Candidates will find TD seat challenge difficult, says Howlin

IT WILL be very difficult for any defeated candidate to challenge the seat of a sitting TD following the latest Supreme Court ruling, former Environment Minister Brendan Howlin claimed yesterday.

The Supreme Court ruled before the weekend that any candidate could challenge the seat of a sitting TD in the High Court if that politician had exceeded their election spending limit.

Three candidates who were narrowly defeated in the election said they may challenge the result in their constituencies if any TD is found to have overspent.

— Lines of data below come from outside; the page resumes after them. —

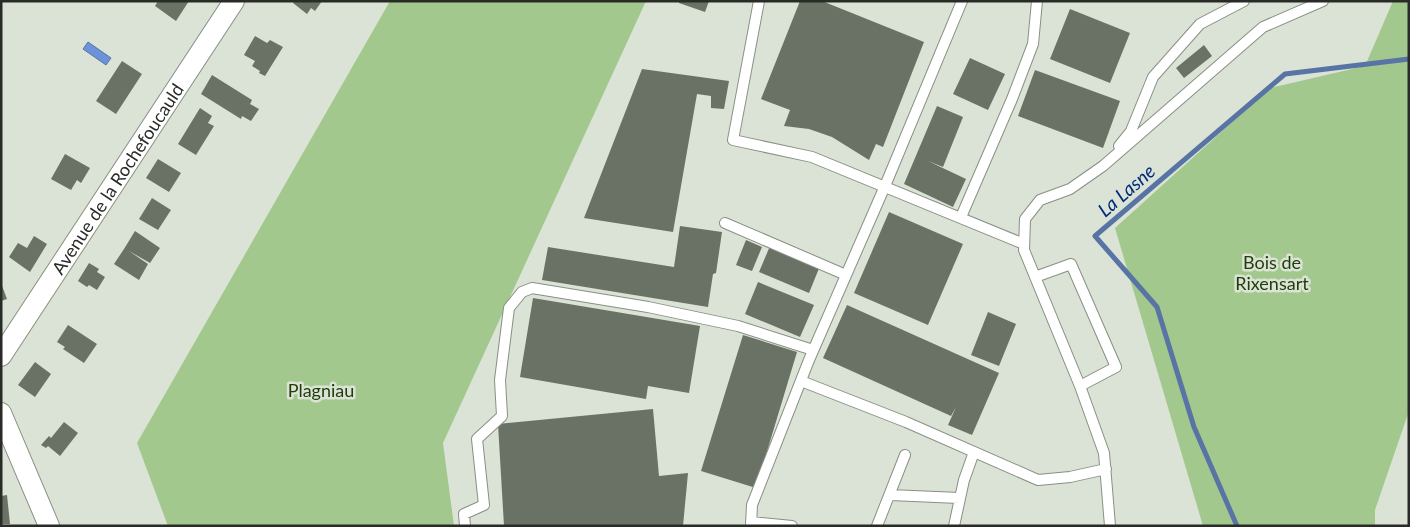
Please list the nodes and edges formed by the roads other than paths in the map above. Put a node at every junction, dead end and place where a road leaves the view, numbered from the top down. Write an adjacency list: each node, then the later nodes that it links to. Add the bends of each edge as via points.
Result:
1 (234, 1): 15 (street, Avenue de la Rochefoucauld)
2 (759, 1): 8 (lane, via 733,140 812,157)
3 (962, 1): 8 (lane)
4 (1037, 1): 9 (lane, via 1032,44)
5 (1244, 1): 7 (lane, via 1200,24 1153,77 1131,131)
6 (1323, 1): 7 (lane, via 1263,27)
7 (1103, 166): 11 (lane, via 1070,189 1040,200 1025,219)
8 (885, 186): 9 (lane); 12 (lane)
9 (961, 218): 11 (lane)
10 (725, 223): 12 (lane)
11 (1024, 244): 13 (lane)
12 (846, 275): 14 (lane)
13 (1035, 277): 17 (lane); 17 (lane, via 1071,264 1116,367)
14 (813, 350): 16 (lane); 26 (lane, via 738,326 648,307 532,288 522,292 509,308 500,380 502,416 477,439 484,505 464,514)
15 (1, 356)
16 (801, 381): 19 (lane); 24 (lane, via 752,505)
17 (1080, 386): 21 (lane, via 1104,453)
18 (1, 412): 25 (street)
19 (974, 452): 21 (lane, via 1038,480); 23 (lane)
20 (905, 455): 22 (lane)
21 (1106, 469): 30 (lane)
22 (890, 495): 23 (lane); 28 (lane)
23 (960, 498): 29 (lane)
24 (751, 524): 27 (lane)
25 (49, 526)
26 (465, 526)
27 (792, 526)
28 (877, 526)
29 (954, 526)
30 (1110, 526)

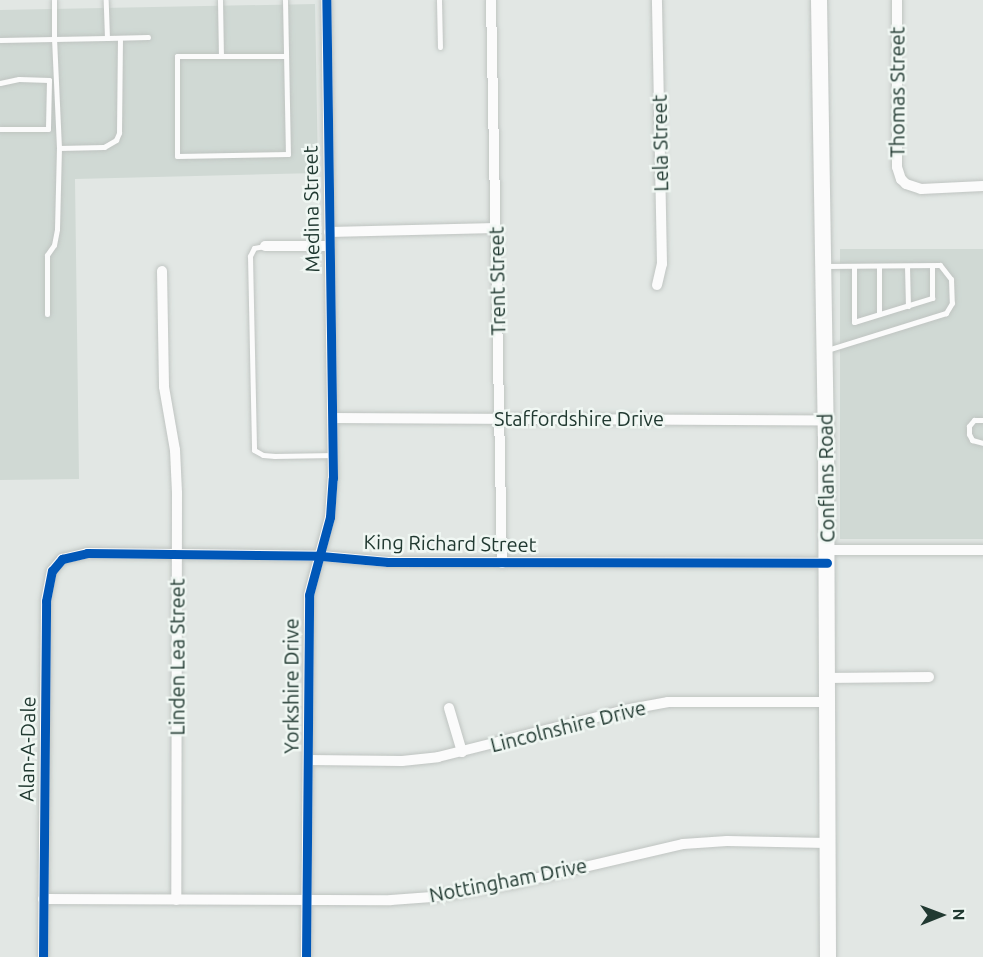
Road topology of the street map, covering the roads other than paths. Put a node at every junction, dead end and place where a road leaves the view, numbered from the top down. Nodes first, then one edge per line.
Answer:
1 (54, 0) edge
2 (106, 0) edge
3 (220, 0) edge
4 (285, 0) edge
5 (326, 0) edge
6 (439, 0) edge
7 (491, 0) edge
8 (657, 0) edge
9 (819, 0) edge
10 (897, 0) edge
11 (148, 37) dead end
12 (107, 38) junction
13 (120, 38) junction
14 (54, 39) junction
15 (0, 40) edge
16 (440, 47) dead end
17 (221, 56) junction
18 (286, 56) junction
19 (0, 83) edge
20 (0, 129) edge
21 (48, 129) junction
22 (58, 130) junction
23 (59, 148) junction
24 (983, 186) edge
25 (496, 228) junction
26 (329, 232) junction
27 (265, 246) joint
28 (330, 246) junction
29 (824, 266) junction
30 (854, 266) junction
31 (879, 266) junction
32 (908, 266) junction
33 (932, 266) junction
34 (162, 271) dead end
35 (657, 285) dead end
36 (908, 306) junction
37 (47, 314) dead end
38 (879, 314) junction
39 (825, 351) junction
40 (500, 417) junction
41 (333, 418) junction
42 (983, 420) edge
43 (826, 421) junction
44 (983, 443) edge
45 (333, 455) junction
46 (983, 550) edge
47 (177, 554) junction
48 (74, 555) joint
49 (321, 556) junction
50 (827, 556) junction
51 (502, 562) junction
52 (929, 677) dead end
53 (828, 678) junction
54 (828, 702) junction
55 (449, 708) dead end
56 (462, 752) junction
57 (309, 760) junction
58 (827, 843) junction
59 (307, 898) junction
60 (43, 899) junction
61 (176, 900) junction
62 (44, 957) edge
63 (306, 957) edge
64 (828, 957) edge

1 - 14 lane
2 - 12 lane
3 - 17 lane
4 - 18 lane
5 - 26 street, Medina Street
6 - 16 lane
7 - 25 street, Trent Street
8 - 35 street, Lela Street
9 - 29 main road, Conflans Road
10 - 24 street, Thomas Street
11 - 13 lane
12 - 13 lane
12 - 14 lane
13 - 23 lane
14 - 15 lane
14 - 22 lane
17 - 18 lane
17 - 18 lane
19 - 21 lane
20 - 21 lane
21 - 22 lane
22 - 23 lane
23 - 37 lane
25 - 26 street
25 - 40 street, Trent Street
26 - 28 street, Medina Street
27 - 28 street
27 - 45 lane
28 - 41 street, Medina Street
29 - 30 lane
29 - 39 main road, Conflans Road
30 - 31 lane
30 - 38 lane
31 - 32 lane
31 - 38 lane
32 - 33 lane
32 - 36 lane
33 - 36 lane
33 - 39 lane
34 - 47 street, Linden Lea Street
36 - 38 lane
39 - 43 main road, Conflans Road
40 - 41 street, Staffordshire Drive
40 - 43 street, Staffordshire Drive
40 - 51 street, Trent Street
41 - 45 street, Yorkshire Drive
42 - 44 lane
43 - 50 main road, Conflans Road
45 - 49 street, Yorkshire Drive
46 - 50 street, King Richard Street
47 - 48 street, King Richard Street
47 - 49 street, King Richard Street
47 - 61 street, Linden Lea Street
48 - 60 street, Alan-A-Dale
49 - 51 street, King Richard Street
49 - 57 street, Yorkshire Drive
50 - 51 street, King Richard Street
50 - 53 main road, Conflans Road
52 - 53 street
53 - 54 main road, Conflans Road
54 - 56 street, Lincolnshire Drive
54 - 58 main road, Conflans Road
55 - 56 street
56 - 57 street, Lincolnshire Drive
57 - 59 street, Yorkshire Drive
58 - 59 street, Nottingham Drive
58 - 64 main road, Conflans Road
59 - 61 street, Nottingham Drive
59 - 63 street, Yorkshire Drive
60 - 61 street, Nottingham Drive
60 - 62 street, Alan-A-Dale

These include: Wicklow Labour councillor Nicky Kelly; Cork South Central Independent candidate Kathy Sinnott and Kildare North Fianna Fail candidate Paul Kelly.

But Labour deputy Brendan Howlin, who drafted the original legislation on which the Supreme Court ruling was based, said it was unlikely that any such challenge would succeed.

Any challenger would have to prove that a contravention of the Electoral Act 1997 was knowing in other words that a sitting politician knowingly cheated, Deputy Howlin said.

This would be very difficult to prove because the rules governing election spending only changed on the eve of this year's general election.

"I think the principle has to be that as long as people endeavoured to the best of their ability to comply with the rules as they were laid down by the independent commission, the courts will accept this," Deputy Howlin said.

Any challenger would also have to prove that the overspend by the successful candidate effected the outcome of the election, Deputy Howlin said.

Sitting politicians had budgeted their general election campaign spend on the limits which said they did not have to include the free Oireachtas secretarial services, telephone and postage valued at around 5,000.

But the High Court ruled on May 16 that election spending guidelines were biased in favour of sitting politicians and they would have to include the value of their free Oireachtas services in their spending returns.

The Government challenged this decision and wanted the Supreme Court to rule that the High Court decision would not apply to this year's election because elected politicians did not have sufficient notice about including their free Oireachtas services in their returns.